Si sono riscontrate delle guarigioni ma il numero dei decessi ad oggi (426) non si è fermato ed ha superato quelli dei morti per Sars nel 2003. Il numero delle persone contagiate accertate dalle autorità supera i 20.400 casi, ma le guarigioni aumentano e a oggi sono 637.
Per quanto riguarda i collegamenti con l'Italia, dopo le polemiche sulla cancellazione dei voli cargo in collegamento da e per la Cina, è stata ritrattata la decisione e da questa settimana dovrebbero essere ripristinati i servizi.
Ma, essendo stata posticipata la riapertura al giorno 10 febbraio, e oggi si parla di una proroga al 17 febbraio, le aziende di autotrasporto sono chiuse ed è impossibile ritirare la merce in areoporto considerando anche l’inattività degli operatori doganali.
Inoltre stanno entrando in vigore procedure più restrittive relative alla metodologia di controllo di rientro nella città di residenza o di lavoro con dichiarazioni da parte del datore di lavoro sullo status dei dipendenti.
Un altro elemento che potrebbe complicare la vita quotidiana a breve e medio termine è la ricomparsa dell’aviaria, infezione tipica del settore avicolo, già presente qualche anno fa e per ora limitata ad un focolaio nella provincia dello Hunan ma, come nella tempesta perfetta, anche questo fatto contribuisce all’implementazione di decisioni draconiane.

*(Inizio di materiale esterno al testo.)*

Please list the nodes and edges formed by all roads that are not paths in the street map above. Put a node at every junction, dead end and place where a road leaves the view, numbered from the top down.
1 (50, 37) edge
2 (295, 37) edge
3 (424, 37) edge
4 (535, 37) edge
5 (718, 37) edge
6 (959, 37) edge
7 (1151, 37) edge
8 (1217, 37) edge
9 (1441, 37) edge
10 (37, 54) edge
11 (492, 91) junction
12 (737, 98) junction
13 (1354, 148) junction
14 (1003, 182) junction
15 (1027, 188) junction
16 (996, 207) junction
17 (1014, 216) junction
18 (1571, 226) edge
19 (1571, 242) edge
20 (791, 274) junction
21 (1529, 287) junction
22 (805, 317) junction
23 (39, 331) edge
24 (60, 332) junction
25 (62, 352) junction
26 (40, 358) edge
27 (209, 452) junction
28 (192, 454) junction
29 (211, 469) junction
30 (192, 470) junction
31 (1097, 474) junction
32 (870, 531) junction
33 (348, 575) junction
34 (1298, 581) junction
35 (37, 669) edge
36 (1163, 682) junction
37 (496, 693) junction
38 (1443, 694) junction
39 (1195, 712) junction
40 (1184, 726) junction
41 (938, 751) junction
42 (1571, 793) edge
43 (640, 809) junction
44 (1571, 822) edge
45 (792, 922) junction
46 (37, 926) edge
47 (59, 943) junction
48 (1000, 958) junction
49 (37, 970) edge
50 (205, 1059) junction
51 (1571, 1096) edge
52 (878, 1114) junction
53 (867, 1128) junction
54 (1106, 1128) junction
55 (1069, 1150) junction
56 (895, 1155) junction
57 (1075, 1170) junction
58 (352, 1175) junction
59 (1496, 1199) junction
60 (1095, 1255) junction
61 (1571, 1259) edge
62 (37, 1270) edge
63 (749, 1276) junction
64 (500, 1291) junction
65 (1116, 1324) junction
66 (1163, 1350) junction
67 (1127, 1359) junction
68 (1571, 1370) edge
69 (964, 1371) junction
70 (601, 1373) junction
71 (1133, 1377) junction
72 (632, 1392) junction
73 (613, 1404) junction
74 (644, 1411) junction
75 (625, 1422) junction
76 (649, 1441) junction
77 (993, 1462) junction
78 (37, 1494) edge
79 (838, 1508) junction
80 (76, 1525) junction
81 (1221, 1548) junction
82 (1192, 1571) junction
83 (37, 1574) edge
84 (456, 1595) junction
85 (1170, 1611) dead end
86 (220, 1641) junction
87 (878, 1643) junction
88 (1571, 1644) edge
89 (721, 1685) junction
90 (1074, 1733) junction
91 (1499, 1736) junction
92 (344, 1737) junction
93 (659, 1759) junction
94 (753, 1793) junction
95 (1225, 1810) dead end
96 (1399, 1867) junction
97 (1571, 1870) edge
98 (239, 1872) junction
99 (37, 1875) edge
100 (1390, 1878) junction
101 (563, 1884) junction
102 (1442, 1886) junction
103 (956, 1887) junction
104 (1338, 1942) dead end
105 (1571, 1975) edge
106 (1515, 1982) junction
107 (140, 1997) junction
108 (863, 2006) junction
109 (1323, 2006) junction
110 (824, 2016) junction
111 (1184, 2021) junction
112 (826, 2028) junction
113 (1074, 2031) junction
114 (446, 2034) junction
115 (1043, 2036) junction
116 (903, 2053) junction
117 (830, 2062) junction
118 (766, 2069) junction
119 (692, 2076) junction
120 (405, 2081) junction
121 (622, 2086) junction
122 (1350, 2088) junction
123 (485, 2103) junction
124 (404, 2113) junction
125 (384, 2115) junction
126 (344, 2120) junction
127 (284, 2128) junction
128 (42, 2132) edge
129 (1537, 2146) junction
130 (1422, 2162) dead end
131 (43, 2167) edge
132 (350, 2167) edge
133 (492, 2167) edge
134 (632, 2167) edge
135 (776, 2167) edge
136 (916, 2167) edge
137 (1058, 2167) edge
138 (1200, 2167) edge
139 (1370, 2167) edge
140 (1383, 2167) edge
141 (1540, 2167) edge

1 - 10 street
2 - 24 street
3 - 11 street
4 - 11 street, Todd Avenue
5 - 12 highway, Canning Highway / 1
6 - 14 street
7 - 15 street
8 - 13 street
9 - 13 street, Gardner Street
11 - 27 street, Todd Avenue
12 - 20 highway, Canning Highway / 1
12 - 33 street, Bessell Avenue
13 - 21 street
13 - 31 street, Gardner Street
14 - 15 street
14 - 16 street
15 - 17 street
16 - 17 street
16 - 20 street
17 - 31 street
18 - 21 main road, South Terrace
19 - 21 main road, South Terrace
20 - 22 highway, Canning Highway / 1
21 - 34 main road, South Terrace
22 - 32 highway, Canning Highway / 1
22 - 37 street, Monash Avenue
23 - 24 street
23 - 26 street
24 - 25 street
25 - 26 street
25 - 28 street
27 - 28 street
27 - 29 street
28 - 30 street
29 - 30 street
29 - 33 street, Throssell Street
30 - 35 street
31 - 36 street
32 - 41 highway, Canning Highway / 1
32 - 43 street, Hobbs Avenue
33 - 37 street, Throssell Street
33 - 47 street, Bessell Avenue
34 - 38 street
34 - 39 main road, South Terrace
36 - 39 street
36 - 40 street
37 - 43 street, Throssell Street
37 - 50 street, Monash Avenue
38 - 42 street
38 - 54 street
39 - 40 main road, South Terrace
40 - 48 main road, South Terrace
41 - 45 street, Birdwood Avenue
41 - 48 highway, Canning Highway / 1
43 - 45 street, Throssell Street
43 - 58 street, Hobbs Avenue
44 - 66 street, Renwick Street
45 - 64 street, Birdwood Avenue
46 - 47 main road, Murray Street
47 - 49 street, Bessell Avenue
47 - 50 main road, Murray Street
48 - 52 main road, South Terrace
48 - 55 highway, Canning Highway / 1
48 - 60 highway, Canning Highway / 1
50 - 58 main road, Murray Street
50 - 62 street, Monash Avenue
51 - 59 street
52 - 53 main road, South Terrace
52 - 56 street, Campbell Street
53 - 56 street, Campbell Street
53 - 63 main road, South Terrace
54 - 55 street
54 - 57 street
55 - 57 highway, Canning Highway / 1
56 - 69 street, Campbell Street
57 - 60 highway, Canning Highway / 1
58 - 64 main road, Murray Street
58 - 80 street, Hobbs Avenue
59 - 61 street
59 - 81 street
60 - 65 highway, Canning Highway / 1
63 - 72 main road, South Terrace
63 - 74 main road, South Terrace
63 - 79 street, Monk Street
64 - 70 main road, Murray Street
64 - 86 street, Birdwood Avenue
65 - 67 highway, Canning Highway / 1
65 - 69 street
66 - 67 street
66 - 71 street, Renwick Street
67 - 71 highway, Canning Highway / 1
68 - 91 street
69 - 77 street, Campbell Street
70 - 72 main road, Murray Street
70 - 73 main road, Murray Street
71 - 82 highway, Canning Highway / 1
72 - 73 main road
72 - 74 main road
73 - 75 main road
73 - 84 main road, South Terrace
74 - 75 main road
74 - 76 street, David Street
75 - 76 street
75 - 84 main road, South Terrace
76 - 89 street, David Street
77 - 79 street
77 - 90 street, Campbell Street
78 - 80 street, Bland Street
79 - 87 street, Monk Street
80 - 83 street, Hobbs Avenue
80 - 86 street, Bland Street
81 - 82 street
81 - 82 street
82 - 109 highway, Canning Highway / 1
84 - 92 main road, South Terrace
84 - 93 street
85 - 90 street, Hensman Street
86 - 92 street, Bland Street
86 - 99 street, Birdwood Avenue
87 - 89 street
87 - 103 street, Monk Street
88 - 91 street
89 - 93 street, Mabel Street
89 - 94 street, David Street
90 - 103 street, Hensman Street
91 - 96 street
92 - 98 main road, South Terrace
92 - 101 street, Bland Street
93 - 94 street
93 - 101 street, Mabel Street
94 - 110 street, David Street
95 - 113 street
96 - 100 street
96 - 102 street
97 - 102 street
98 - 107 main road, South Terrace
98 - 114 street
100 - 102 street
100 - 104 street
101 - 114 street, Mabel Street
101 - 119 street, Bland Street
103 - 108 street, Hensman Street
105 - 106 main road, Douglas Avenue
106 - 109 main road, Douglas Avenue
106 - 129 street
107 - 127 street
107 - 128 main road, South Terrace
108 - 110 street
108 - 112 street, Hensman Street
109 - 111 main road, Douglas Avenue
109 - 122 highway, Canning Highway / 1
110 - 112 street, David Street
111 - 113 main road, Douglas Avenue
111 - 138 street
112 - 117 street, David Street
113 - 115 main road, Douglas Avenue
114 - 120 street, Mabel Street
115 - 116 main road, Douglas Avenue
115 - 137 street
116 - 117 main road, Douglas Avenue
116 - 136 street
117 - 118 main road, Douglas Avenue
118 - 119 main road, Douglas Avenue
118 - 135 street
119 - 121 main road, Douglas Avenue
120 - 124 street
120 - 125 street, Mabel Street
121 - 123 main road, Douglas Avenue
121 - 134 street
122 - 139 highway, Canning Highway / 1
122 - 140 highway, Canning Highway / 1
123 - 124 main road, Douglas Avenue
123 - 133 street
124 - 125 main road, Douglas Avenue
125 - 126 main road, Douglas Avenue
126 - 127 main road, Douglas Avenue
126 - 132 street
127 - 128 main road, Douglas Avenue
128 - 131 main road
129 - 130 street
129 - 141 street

Le nuove disposizioni, almeno per quanto concerne la città di Shanghai riguardano gli animali da compagnia ed è veramente assurda: non è più permesso portare cani e gatti in parchi o aree verdi pubbliche. D’altro canto, la stessa Municipalità di Shanghai ha stabilito una serie di norme per venire incontro alle aziende relativamente a modalità di pagamento di contributi previdenziali e rimborsi. Sarà necessario comprenderne la reale applicazione. Anche la Municipalità di Suzhou si è mossa nella medesima direzione.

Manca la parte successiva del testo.